Para contar sua trajetória, Vagner de Almeida foi até sua cidade natal, Canindé, no interior do Ceará, conheceu sua mãe, D. Dargenira, com seus 90 anos, suas irmãs, a escola que freqüentou quando criança e o local onde ela repousa nos dias de hoje. Janaína morreu em fevereiro de 2004, aos 43 anos, vítima de câncer no pulmão.
O filme tem estreia prevista para o dia 12 de maio, em Fortaleza. Autor de documentários premiados como Sou mulher, sou brasileira, sou lésbica (2009), Sexualidade e crimes de ódio (2008), Basta um dia (2006) e Borboletas da vida (2004), o cineasta acredita que este seu atual filme resume tudo o que fez até o momento. Para mais informações sobre estas produções, visite o site http://www.vagnerdealmeida.com/.
Por que Janaína Dutra é uma história que necessita ser contada ao Brasil? Quem foi Janaina segundo Vagner de Almeida?
Vagner de Almeida – No Brasil temos um legado muito triste de esquecermos a história e, com isto, deixamos que pessoas tão importantes como Janaína Dutra sejam engavetadas para sempre, desaparecendo os feitos e as realizações positivas dessas pessoas.
Janaina foi uma das minhas melhores amigas, pois juntos tecíamos muitas colchas de retalhos da vida. Jana foi uma verdadeira “Mulher Rendeira” que trançava rendas de tantas outras vidas e criando essa rede de solidariedade, amor e carinho por seus iguais e semelhantes. Sempre luz, amava jazz, falante, risonha, educada e guerreira. Uma brava humana, que com muita garra e coragem enfrentou muitas buchas de canhão. De cabeça erguida e muita determinação fez de sua vida um estandarte de ações positivas.
Que relação se pode estabelecer entre este atual e seus filmes anteriores? Há uma linha que os conduz e relaciona?

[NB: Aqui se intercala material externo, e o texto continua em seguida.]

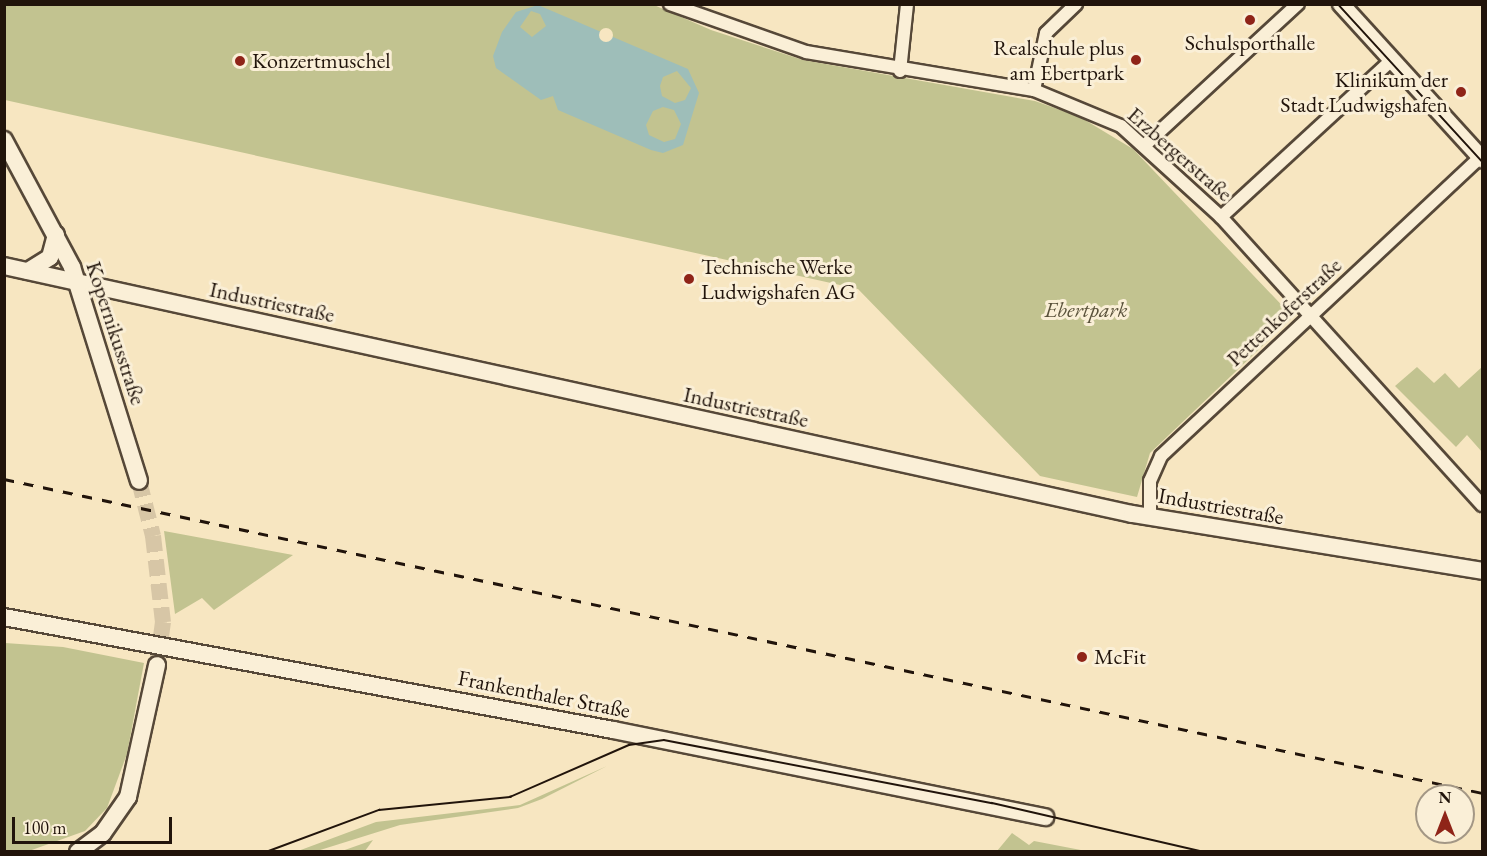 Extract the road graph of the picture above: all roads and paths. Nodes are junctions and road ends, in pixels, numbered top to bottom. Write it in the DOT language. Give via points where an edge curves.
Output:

Vagner de Almeida – Todos os meus filmes necessitam fazer pontes uns com os outros, pois é a minha linha de trabalho e a forma de pensar. Gosto de ousar entre pontes, intercalando as histórias e as vidas dos protagonistas que busco mostrar, como sendo uma rede social, onde todos de certa forma dão as mãos e suas vidas em algum ponto se cruzam nesta interseção do existir, dentro de um sistema que merece ser reinventado.
Este novo filme, que conta a vida desta “Estrela Maior”, na verdade resume tudo que tenho feito até então, por Janaína ser pioneira em tantas coisas, em várias brechas do cotidiano, abrindo espaços, caminhando com os movimentos e elaborando no sistema do Ministério da Saúde as primeiras respostas aos enfretamentos do HIV/AIDS para as travestis.
Ela não deixaria jamais de fazer parte dessa ponte. Foram pilares construídos para fortalecer tanta intolerância social e abrir portas para que novas pessoas, lideranças e travestis pudessem caminhar com mais liberdade.
Meus filmes anteriores falam de solidariedade e direitos humanos, do HIV/AIDS, de jovens HSH – homens que fazem sexo com homens – de crimes de ódio contra a comunidade LGBT, e Janaína está simbolicamente inserida em todos os meus filmes.
De Janaína para cá, como vê os avanços? E os desafios?
Vagner de Almeida – Desde a época “Janaina”, os avanços vêm acontecendo das mais diferentes formas e cores possíveis. Muitas pessoas bem intencionadas e acreditando nas mudanças para o coletivo em geral estão fazendo trabalhos exemplares. Ações que necessitam ser registrados nos anais da história do Brasil e do mundo. Outras tantas e em números bem maiores, sugam desse avanço seus fins próprios.
Pessoas como Janaina Dutra foram as que abriram as portas da visibilidade e da trajetória desse movimento, e poucos/as são reconhecidos/as ou conhecidos/as por essa nova geração, que faz desse “Movimento” uma “Movimentação” e uma passarela de vaidades.Criou-se no percurso desses avanços um “Mercado Paralelo”, onde vampiros sugam tudo o que podem, deixando para o movimento só o que não presta. Isto é um lado do avanço lamentável! A militância perdeu o valor do “Voluntariado”, e o movimento tornou-se cabides de empregos e ganhos.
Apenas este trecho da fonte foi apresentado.